-- DATASET CONTENT follows --
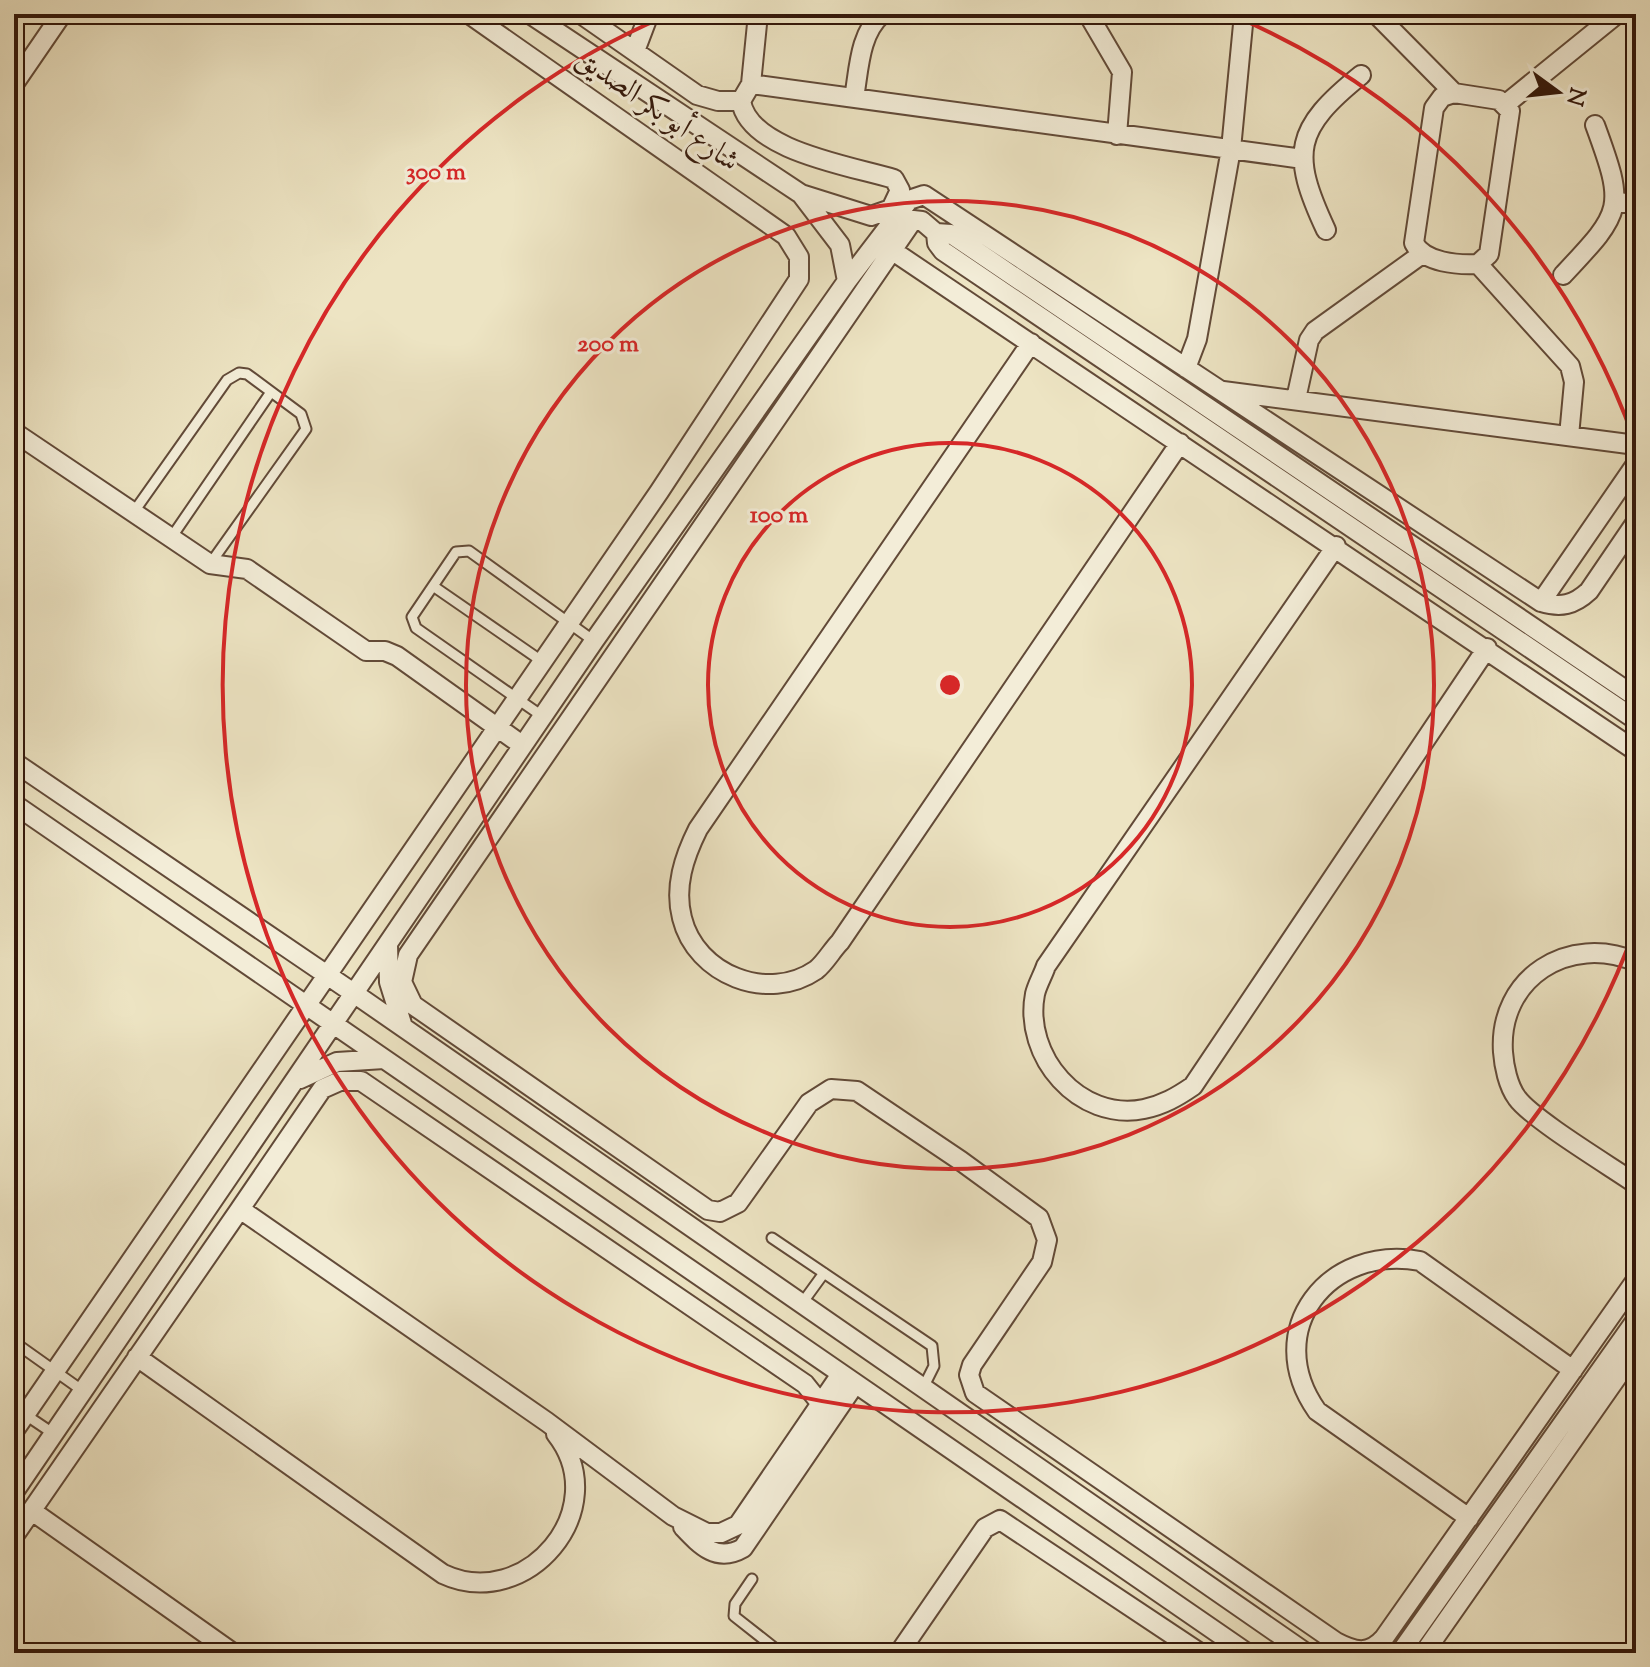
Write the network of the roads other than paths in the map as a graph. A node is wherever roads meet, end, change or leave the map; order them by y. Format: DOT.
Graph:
graph roads {
  1 [pos="469,14"];
  2 [pos="530,14"];
  3 [pos="581,14"];
  4 [pos="649,14"];
  5 [pos="758,14"];
  6 [pos="882,14"];
  7 [pos="1088,14"];
  8 [pos="1244,14"];
  9 [pos="1376,14"];
  10 [pos="1617,14"];
  11 [pos="57,16"];
  12 [pos="635,51"];
  13 [pos="1361,75"];
  14 [pos="14,84"];
  15 [pos="751,84"];
  16 [pos="1454,93"];
  17 [pos="854,98"];
  18 [pos="741,101"];
  19 [pos="1506,104"];
  20 [pos="1595,125"];
  21 [pos="1117,135"];
  22 [pos="1231,149"];
  23 [pos="1303,159"];
  24 [pos="801,194"];
  25 [pos="1615,201"];
  26 [pos="1636,205"];
  27 [pos="1326,230"];
  28 [pos="936,233"];
  29 [pos="890,249"];
  30 [pos="1422,254"];
  31 [pos="1478,264"];
  32 [pos="1563,275"];
  33 [pos="847,281"];
  34 [pos="1031,343"];
  35 [pos="1186,368"];
  36 [pos="1131,378"];
  37 [pos="1221,391"];
  38 [pos="271,392"];
  39 [pos="1118,399"];
  40 [pos="1296,399"];
  41 [pos="710,416"];
  42 [pos="14,432"];
  43 [pos="739,434"];
  44 [pos="1569,436"];
  45 [pos="1180,443"];
  46 [pos="1636,445"];
  47 [pos="1636,464"];
  48 [pos="1341,509"];
  49 [pos="133,513"];
  50 [pos="1636,522"];
  51 [pos="171,538"];
  52 [pos="1336,546"];
  53 [pos="210,564"];
  54 [pos="433,586"];
  55 [pos="1541,602"];
  56 [pos="569,624"];
  57 [pos="594,641"];
  58 [pos="1487,648"];
  59 [pos="543,662"];
  60 [pos="1553,664"];
  61 [pos="1538,684"];
  62 [pos="1636,697"];
  63 [pos="517,699"];
  64 [pos="542,716"];
  65 [pos="1636,720"];
  66 [pos="498,728"];
  67 [pos="522,745"];
  68 [pos="1636,751"];
  69 [pos="14,762"];
  70 [pos="14,804"];
  71 [pos="164,865"];
  72 [pos="146,894"];
  73 [pos="388,945"];
  74 [pos="300,956"];
  75 [pos="1636,962"];
  76 [pos="328,975"];
  77 [pos="280,985"];
  78 [pos="355,994"];
  79 [pos="307,1005"];
  80 [pos="334,1024"];
  81 [pos="403,1027"];
  82 [pos="384,1059"];
  83 [pos="294,1083"];
  84 [pos="1636,1184"];
  85 [pos="169,1203"];
  86 [pos="240,1209"];
  87 [pos="196,1223"];
  88 [pos="772,1238"];
  89 [pos="824,1273"];
  90 [pos="1636,1280"];
  91 [pos="794,1301"];
  92 [pos="1636,1320"];
  93 [pos="767,1324"];
  94 [pos="14,1342"];
  95 [pos="1636,1350"];
  96 [pos="137,1357"];
  97 [pos="1573,1370"];
  98 [pos="55,1371"];
  99 [pos="848,1379"];
  100 [pos="970,1385"];
  101 [pos="922,1390"];
  102 [pos="83,1391"];
  103 [pos="821,1404"];
  104 [pos="953,1410"];
  105 [pos="19,1411"];
  106 [pos="547,1422"];
  107 [pos="14,1431"];
  108 [pos="54,1434"];
  109 [pos="1523,1440"];
  110 [pos="1543,1455"];
  111 [pos="14,1492"];
  112 [pos="32,1511"];
  113 [pos="673,1516"];
  114 [pos="1469,1518"];
  115 [pos="14,1536"];
  116 [pos="1480,1560"];
  117 [pos="752,1579"];
  118 [pos="233,1653"];
  119 [pos="781,1653"];
  120 [pos="899,1653"];
  121 [pos="1200,1653"];
  122 [pos="1247,1653"];
  123 [pos="1306,1653"];
  124 [pos="1400,1653"];
  125 [pos="1424,1653"];
  1 -- 41 [label="street, شارع أبو بكر الصديق"];
  2 -- 24 [label="street"];
  3 -- 12 [label="street"];
  4 -- 12 [label="street"];
  5 -- 15 [label="street"];
  6 -- 17 [label="street"];
  7 -- 21 [label="street"];
  8 -- 22 [label="street"];
  9 -- 16 [label="street"];
  10 -- 19 [label="street"];
  11 -- 14 [label="street"];
  12 -- 18 [label="street"];
  13 -- 23 [label="street"];
  15 -- 17 [label="street"];
  15 -- 18 [label="street"];
  16 -- 19 [label="street"];
  16 -- 30 [label="street"];
  17 -- 21 [label="street"];
  18 -- 24 [label="street"];
  19 -- 31 [label="street"];
  20 -- 25 [label="street"];
  21 -- 22 [label="street"];
  22 -- 23 [label="street"];
  22 -- 35 [label="street"];
  23 -- 27 [label="street"];
  24 -- 33 [label="street"];
  25 -- 26 [label="street"];
  25 -- 32 [label="street"];
  28 -- 29 [label="street"];
  28 -- 36 [label="street"];
  28 -- 48 [label="street"];
  29 -- 34 [label="street"];
  29 -- 100 [label="street"];
  30 -- 31 [label="street"];
  30 -- 40 [label="street"];
  31 -- 44 [label="street"];
  33 -- 35 [label="street"];
  33 -- 43 [label="street"];
  34 -- 39 [label="street"];
  34 -- 45 [label="street"];
  35 -- 37 [label="street"];
  36 -- 39 [label="street"];
  36 -- 48 [label="street"];
  37 -- 40 [label="street"];
  37 -- 55 [label="street"];
  38 -- 49 [label="lane"];
  38 -- 51 [label="lane"];
  38 -- 53 [label="lane"];
  39 -- 45 [label="street"];
  40 -- 44 [label="street"];
  41 -- 43 [label="street"];
  41 -- 56 [label="street"];
  42 -- 49 [label="street"];
  43 -- 57 [label="street"];
  44 -- 46 [label="street"];
  45 -- 52 [label="street"];
  47 -- 55 [label="street"];
  48 -- 60 [label="street"];
  48 -- 62 [label="street"];
  49 -- 51 [label="street"];
  50 -- 55 [label="street"];
  51 -- 53 [label="street"];
  52 -- 58 [label="street"];
  52 -- 58 [label="street"];
  53 -- 66 [label="street"];
  54 -- 56 [label="lane"];
  54 -- 59 [label="lane"];
  54 -- 63 [label="lane"];
  56 -- 57 [label="lane"];
  56 -- 59 [label="street"];
  57 -- 64 [label="street"];
  58 -- 61 [label="street"];
  59 -- 63 [label="street"];
  60 -- 61 [label="street"];
  60 -- 65 [label="street"];
  61 -- 68 [label="street"];
  63 -- 64 [label="lane"];
  63 -- 66 [label="street"];
  64 -- 67 [label="street"];
  66 -- 67 [label="street"];
  66 -- 76 [label="street"];
  67 -- 73 [label="street"];
  69 -- 71 [label="street"];
  70 -- 72 [label="street"];
  71 -- 72 [label="street"];
  71 -- 74 [label="street"];
  72 -- 77 [label="street"];
  73 -- 78 [label="street"];
  73 -- 81 [label="street"];
  74 -- 76 [label="street"];
  74 -- 77 [label="street"];
  75 -- 84 [label="street"];
  76 -- 78 [label="street"];
  76 -- 79 [label="street"];
  77 -- 79 [label="street"];
  78 -- 80 [label="street"];
  78 -- 81 [label="street"];
  79 -- 80 [label="street"];
  79 -- 85 [label="street"];
  80 -- 82 [label="street"];
  80 -- 83 [label="street"];
  81 -- 91 [label="street"];
  82 -- 83 [label="street"];
  82 -- 93 [label="street"];
  83 -- 87 [label="street"];
  85 -- 87 [label="street"];
  85 -- 98 [label="street"];
  86 -- 96 [label="street"];
  86 -- 103 [label="street"];
  86 -- 106 [label="street"];
  87 -- 102 [label="street"];
  88 -- 89 [label="lane"];
  89 -- 91 [label="lane"];
  89 -- 101 [label="lane"];
  90 -- 97 [label="street"];
  91 -- 93 [label="street"];
  91 -- 101 [label="street"];
  92 -- 110 [label="street"];
  93 -- 99 [label="street"];
  94 -- 98 [label="lane"];
  95 -- 116 [label="street"];
  96 -- 106 [label="street"];
  96 -- 112 [label="street"];
  97 -- 109 [label="street"];
  97 -- 114 [label="street"];
  98 -- 102 [label="lane"];
  98 -- 105 [label="street"];
  99 -- 103 [label="street"];
  99 -- 113 [label="street"];
  99 -- 122 [label="street"];
  100 -- 104 [label="street"];
  100 -- 114 [label="street"];
  101 -- 104 [label="street"];
  102 -- 108 [label="street"];
  103 -- 113 [label="street"];
  104 -- 123 [label="street"];
  105 -- 107 [label="street"];
  105 -- 108 [label="lane"];
  106 -- 113 [label="street"];
  108 -- 111 [label="street"];
  109 -- 110 [label="street"];
  109 -- 114 [label="street"];
  110 -- 116 [label="street"];
  112 -- 115 [label="street"];
  112 -- 118 [label="street"];
  116 -- 124 [label="street"];
  116 -- 125 [label="street"];
  117 -- 119 [label="lane"];
  120 -- 121 [label="street"];
}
-- DATASET CONTENT concluded --
• **WHAT TO DO**:
Scan the material above and copy every line that holds the string "roads".

• **REPLY TO THE EXERCISE**:
Write the network of the roads other than paths in the map as a graph. A node is wherever roads meet, end, change or leave the map; order them by y. Format: DOT.
graph roads {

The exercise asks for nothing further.